Work to be completed - From the records below, return every line containing the word "pixels".

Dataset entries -
__________

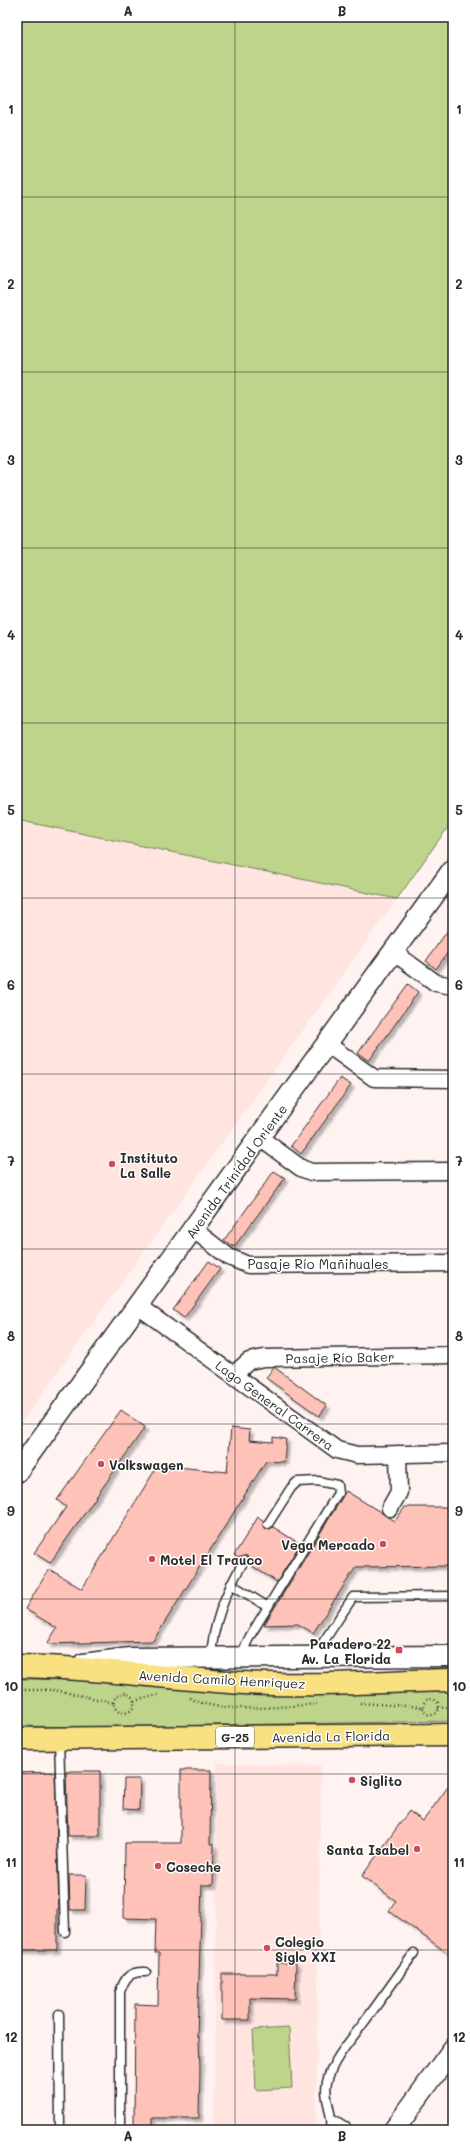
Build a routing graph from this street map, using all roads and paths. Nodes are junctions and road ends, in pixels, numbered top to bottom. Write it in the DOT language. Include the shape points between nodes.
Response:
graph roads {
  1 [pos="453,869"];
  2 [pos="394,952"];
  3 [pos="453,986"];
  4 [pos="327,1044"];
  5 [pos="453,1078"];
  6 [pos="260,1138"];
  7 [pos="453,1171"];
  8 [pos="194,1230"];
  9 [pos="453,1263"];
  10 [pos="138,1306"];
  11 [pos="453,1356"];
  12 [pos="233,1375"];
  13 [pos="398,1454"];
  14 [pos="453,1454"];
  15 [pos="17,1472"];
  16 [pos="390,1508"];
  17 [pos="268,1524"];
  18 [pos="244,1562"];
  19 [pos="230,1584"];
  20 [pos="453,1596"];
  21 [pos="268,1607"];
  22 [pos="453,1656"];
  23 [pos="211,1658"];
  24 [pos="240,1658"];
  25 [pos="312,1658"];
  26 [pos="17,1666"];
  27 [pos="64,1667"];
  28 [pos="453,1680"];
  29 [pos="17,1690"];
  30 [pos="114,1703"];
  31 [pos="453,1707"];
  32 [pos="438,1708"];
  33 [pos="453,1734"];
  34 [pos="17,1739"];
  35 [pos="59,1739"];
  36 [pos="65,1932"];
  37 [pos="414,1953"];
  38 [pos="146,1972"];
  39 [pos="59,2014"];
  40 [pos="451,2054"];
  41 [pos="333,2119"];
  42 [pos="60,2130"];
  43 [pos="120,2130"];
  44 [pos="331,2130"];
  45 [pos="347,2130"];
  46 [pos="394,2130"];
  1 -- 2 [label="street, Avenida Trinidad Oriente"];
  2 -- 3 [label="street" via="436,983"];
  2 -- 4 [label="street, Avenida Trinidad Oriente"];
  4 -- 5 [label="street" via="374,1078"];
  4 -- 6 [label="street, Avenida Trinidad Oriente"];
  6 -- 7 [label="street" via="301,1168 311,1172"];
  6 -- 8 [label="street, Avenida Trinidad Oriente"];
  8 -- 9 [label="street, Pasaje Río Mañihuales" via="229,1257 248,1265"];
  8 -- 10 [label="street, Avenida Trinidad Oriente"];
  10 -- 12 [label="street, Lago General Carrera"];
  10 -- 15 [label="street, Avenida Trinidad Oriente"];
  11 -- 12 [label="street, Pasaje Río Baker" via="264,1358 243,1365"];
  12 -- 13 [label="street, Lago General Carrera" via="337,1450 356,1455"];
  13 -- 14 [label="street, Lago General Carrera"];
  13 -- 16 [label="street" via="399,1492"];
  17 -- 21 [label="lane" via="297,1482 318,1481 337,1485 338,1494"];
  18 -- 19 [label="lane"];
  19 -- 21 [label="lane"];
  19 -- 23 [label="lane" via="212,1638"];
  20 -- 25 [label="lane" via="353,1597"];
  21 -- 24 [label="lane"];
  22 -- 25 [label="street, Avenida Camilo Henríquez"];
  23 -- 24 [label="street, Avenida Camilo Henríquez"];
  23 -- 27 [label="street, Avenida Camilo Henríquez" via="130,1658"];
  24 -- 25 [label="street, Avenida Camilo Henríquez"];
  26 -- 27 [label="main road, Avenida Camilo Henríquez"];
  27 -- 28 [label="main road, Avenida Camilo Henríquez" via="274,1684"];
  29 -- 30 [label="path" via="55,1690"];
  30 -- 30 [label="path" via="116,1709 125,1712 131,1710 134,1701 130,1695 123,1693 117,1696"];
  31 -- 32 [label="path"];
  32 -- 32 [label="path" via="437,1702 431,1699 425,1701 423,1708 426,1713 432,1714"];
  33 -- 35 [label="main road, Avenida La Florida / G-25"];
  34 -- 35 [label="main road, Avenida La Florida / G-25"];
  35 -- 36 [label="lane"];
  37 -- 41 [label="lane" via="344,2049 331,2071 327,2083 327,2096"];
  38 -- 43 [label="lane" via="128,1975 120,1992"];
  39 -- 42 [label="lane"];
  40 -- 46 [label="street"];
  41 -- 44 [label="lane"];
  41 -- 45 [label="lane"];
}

__________

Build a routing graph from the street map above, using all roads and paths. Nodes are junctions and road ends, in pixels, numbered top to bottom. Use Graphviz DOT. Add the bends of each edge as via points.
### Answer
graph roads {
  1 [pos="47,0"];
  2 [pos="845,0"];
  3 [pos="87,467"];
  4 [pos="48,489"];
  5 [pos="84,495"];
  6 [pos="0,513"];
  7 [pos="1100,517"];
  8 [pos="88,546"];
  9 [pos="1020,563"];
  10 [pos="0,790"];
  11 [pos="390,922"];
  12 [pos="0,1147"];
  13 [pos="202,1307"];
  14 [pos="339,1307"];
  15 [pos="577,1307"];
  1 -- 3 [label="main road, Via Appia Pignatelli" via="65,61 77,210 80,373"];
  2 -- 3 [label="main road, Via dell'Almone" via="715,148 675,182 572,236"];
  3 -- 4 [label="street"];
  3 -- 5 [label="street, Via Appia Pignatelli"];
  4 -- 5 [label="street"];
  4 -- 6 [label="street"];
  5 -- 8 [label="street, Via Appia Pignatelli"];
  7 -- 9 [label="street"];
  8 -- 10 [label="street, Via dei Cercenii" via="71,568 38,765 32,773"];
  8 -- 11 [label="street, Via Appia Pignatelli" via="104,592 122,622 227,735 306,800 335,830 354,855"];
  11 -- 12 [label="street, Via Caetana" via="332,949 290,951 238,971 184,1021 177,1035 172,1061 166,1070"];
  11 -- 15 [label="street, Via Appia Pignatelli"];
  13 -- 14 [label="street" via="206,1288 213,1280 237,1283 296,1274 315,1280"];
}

__________

Answer section -
Build a routing graph from this street map, using all roads and paths. Nodes are junctions and road ends, in pixels, numbered top to bottom. Write it in the DOT language. Include the shape points between nodes.
Build a routing graph from the street map above, using all roads and paths. Nodes are junctions and road ends, in pixels, numbered top to bottom. Use Graphviz DOT. Add the bends of each edge as via points.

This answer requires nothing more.